The coccid, Pseudococcus filamentosus attacks the fruit in Hawaii, and Aulacaspis miranda and Ceropute yuccae in Mexico. In Spain, the thin-skinned cultivar 'Pinchua' is subject to attack by the Mediterranean fruit-fly, Ceratitis capitata.
Fig. 19: Cherimoyas (Annona cherimola) from the highlands are sold at fruit stands along Venezuelan roadways.
The flesh of the ripe cherimoya is most commonly eaten out of-hand or scooped with a spoon from the cut open fruit. It really needs no embellishment but some people in Mexico like to add a few drops of lime juice. Occasionally it is seeded and added to fruit salads or used for making sherbet or ice cream. Colombians strain out the juice, add a slice of lemon and dilute with ice-water to make a refreshing soft drink. The fruit has been fermented to produce an alcoholic beverage.
Food Value Per 100 g of Edible Portion
|Analysis of cherimoyas in Ecuador||Colombian Analysis|
|Moisture||74.6 g||Moisture||77.1 g|
|Ether Extract||0.45 g||Protein||1.9 g|
|Crude Fiber||1.5 g||Fat||0.1 g|
|Nitrogen||.227 g||Carbohydrates||18.2 g|
|Ash||0.61 g||Fiber||2.0 g|
|Calcium||21.7 g||Ash||0.7 g|
|Phosphorus||30.2 mg||Calcium||32.0 mg|
|Iron||0.80 mg||Phosphorus||37.0 mg|
|Carotene||0.000 mg||Iron||0.5 mg|
|Thiamine||0.117 mg||Vitamin A (Carotene)||0.0 I.U.|
|Riboflavin||0.112 mg||Thiamine||0.10 mg|
|Niacin||1.02 mg||Riboflavin||0.14 mg|
|Ascorbic Acid||16.8 mg||Niacin||0.9 mg|
|Ascorbic Acid||5.0 mg|
The seeds, like those of other Annona species, are crushed and used as insecticide. Paul Allen, in his Poisonous and Injurious Plants of Panama, (see Bibliography), implies personal knowledge of a case of blindness resulting from "the juice of the crushed seeds coming in contact with the eyes. " The seeds contain several alkaloids: caffeine, ( + )-reticuline, (-)-anonaine, liriodenine, and lanuginosine.
Human ingestion of 0.15 g of the dark-yellow resin isolated from the seeds produces dilated pupils, intense photophobia, vomiting, nausea, dryness of the mouth, burning in the throat, flatulence, and other symptoms resembling the effects of atropine.
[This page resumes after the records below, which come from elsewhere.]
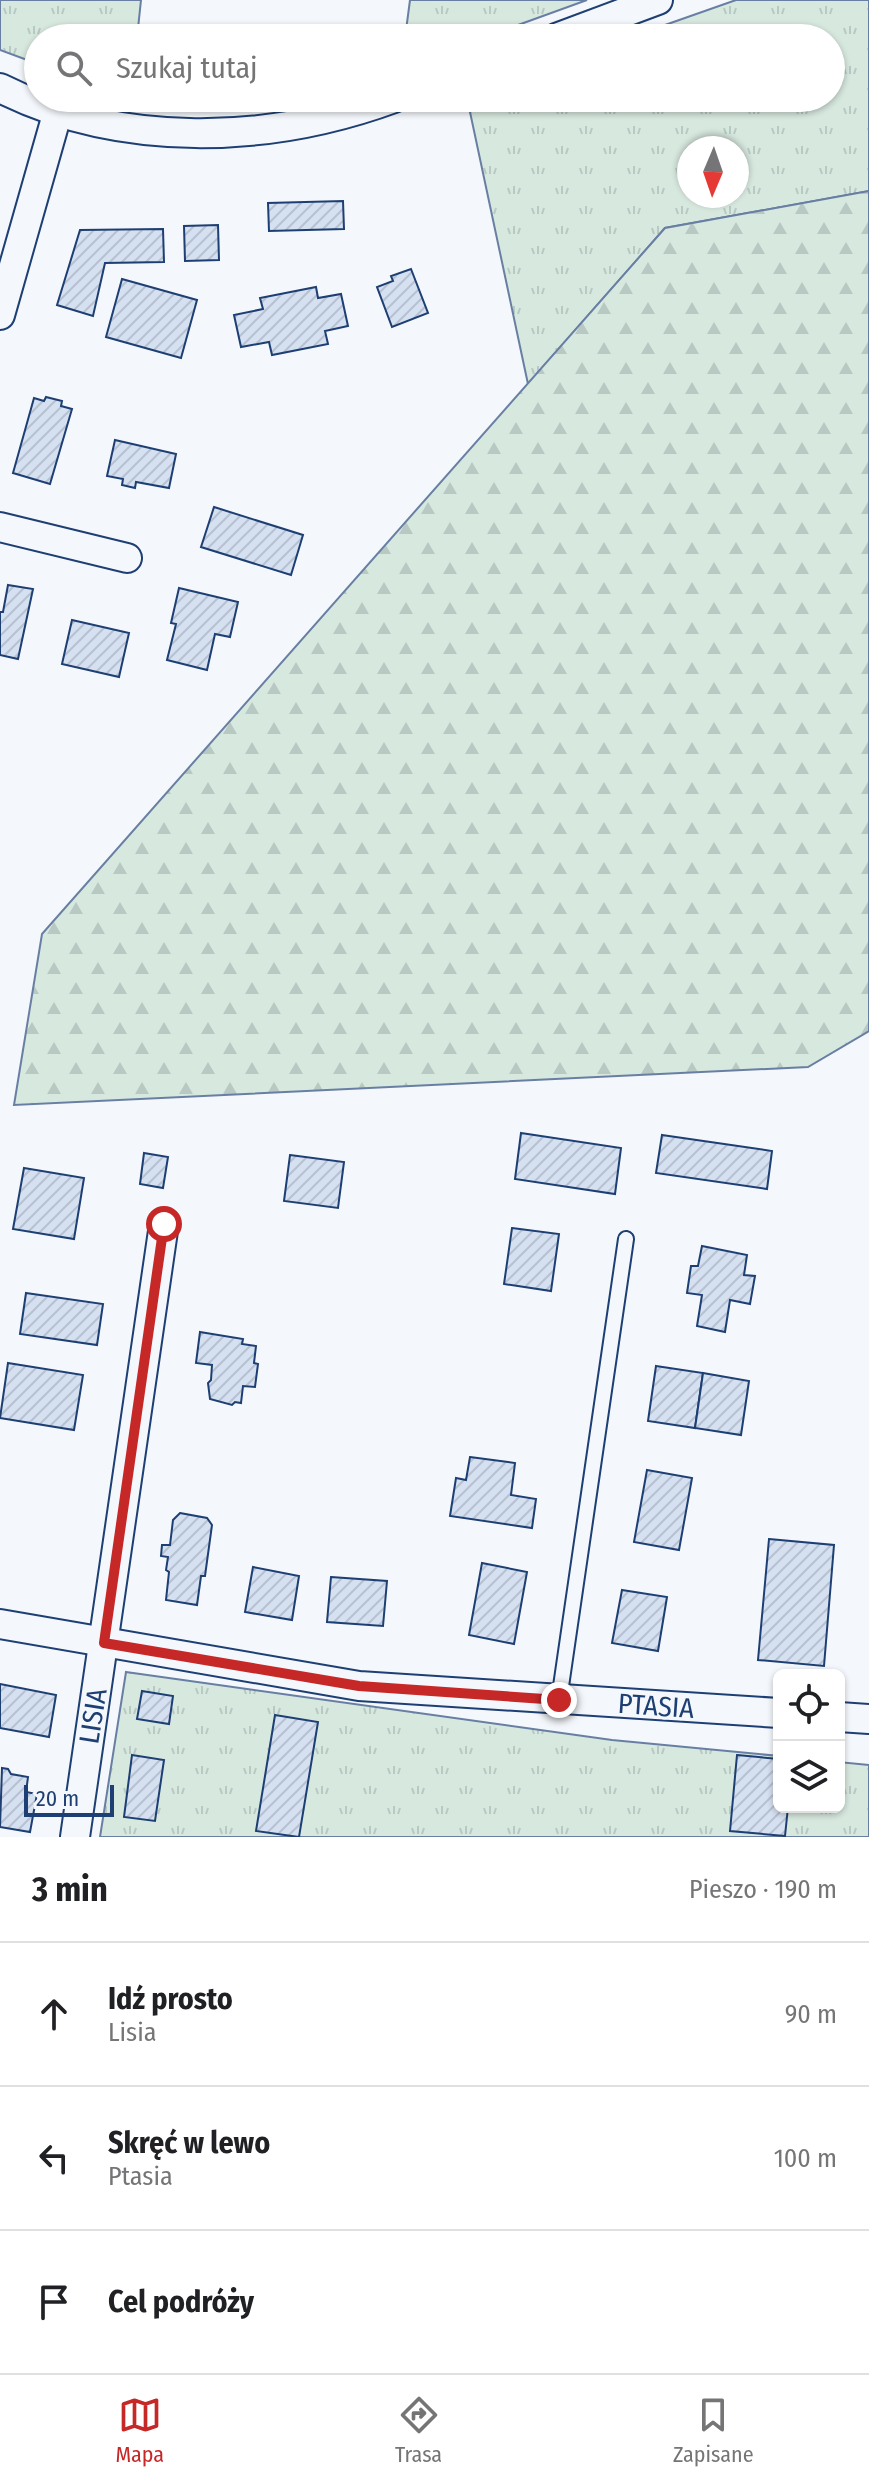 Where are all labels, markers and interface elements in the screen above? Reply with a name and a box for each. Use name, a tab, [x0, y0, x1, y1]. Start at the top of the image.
search box	[24, 24, 845, 112]
icon: search	[52, 46, 96, 90]
text: Szukaj tutaj	[116, 50, 257, 86]
north arrow	[677, 136, 749, 208]
route start	[146, 1206, 182, 1242]
map controls	[773, 1669, 845, 1813]
button: locate	[773, 1669, 845, 1741]
route end	[541, 1682, 577, 1718]
street label: LISIA	[72, 1686, 114, 1746]
street label: PTASIA	[617, 1687, 695, 1725]
button: layers	[773, 1741, 845, 1813]
scale bar	[24, 1781, 114, 1817]
text: 20 m	[36, 1785, 79, 1812]
text: 3 min	[32, 1869, 108, 1910]
text: Pieszo · 190 m	[689, 1874, 837, 1905]
text: Idź prosto	[108, 1981, 233, 2017]
icon: ahead	[32, 1992, 76, 2036]
text: 90 m	[785, 1999, 837, 2030]
text: Lisia	[108, 2017, 156, 2048]
text: Skręć w lewo	[108, 2125, 270, 2161]
icon: left	[32, 2136, 76, 2180]
text: 100 m	[774, 2143, 837, 2174]
text: Ptasia	[108, 2161, 173, 2192]
icon: arrive	[32, 2280, 76, 2324]
text: Cel podróży	[108, 2284, 254, 2320]
tab: Mapa	[115, 2393, 164, 2468]
tab: Trasa	[395, 2393, 442, 2468]
tab: Zapisane	[673, 2393, 754, 2468]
A dose of 0.5 g, injected into a medium-sized dog, caused profuse vomiting.
Wilson Popenoe wrote that hogs feed on the fallen fruits in southern Ecuador where there are many cherimoya trees and few people. One wonders whether the hogs swallow the hard seeds whole and avoid injury.
The twigs possess the same alkaloids as the seeds plus michelalbine. A team of pharmacognosists in Spain and France has reported 8 alkaloids in the leaves: ( + )-isoboldine, (-)-stepholidine, ( + )-corytuberine, ( + ) nornantenine, ( + )-reticuline, (-)-anonaine, liriodenine, and lanuginosine.
In Jamaica, the dried flowers have been used as flavoring for snuff.
Medicinal Uses: In Mexico, rural people toast, peel and pulverize 1 or 2 seeds and take the powder with water or milk as a potent emetic and cathartic. Mixed with grease, the powder is used to kill lice and is applied on parasitic skin disorders. A decoction of the skin of the fruit is taken to relieve pneumonia.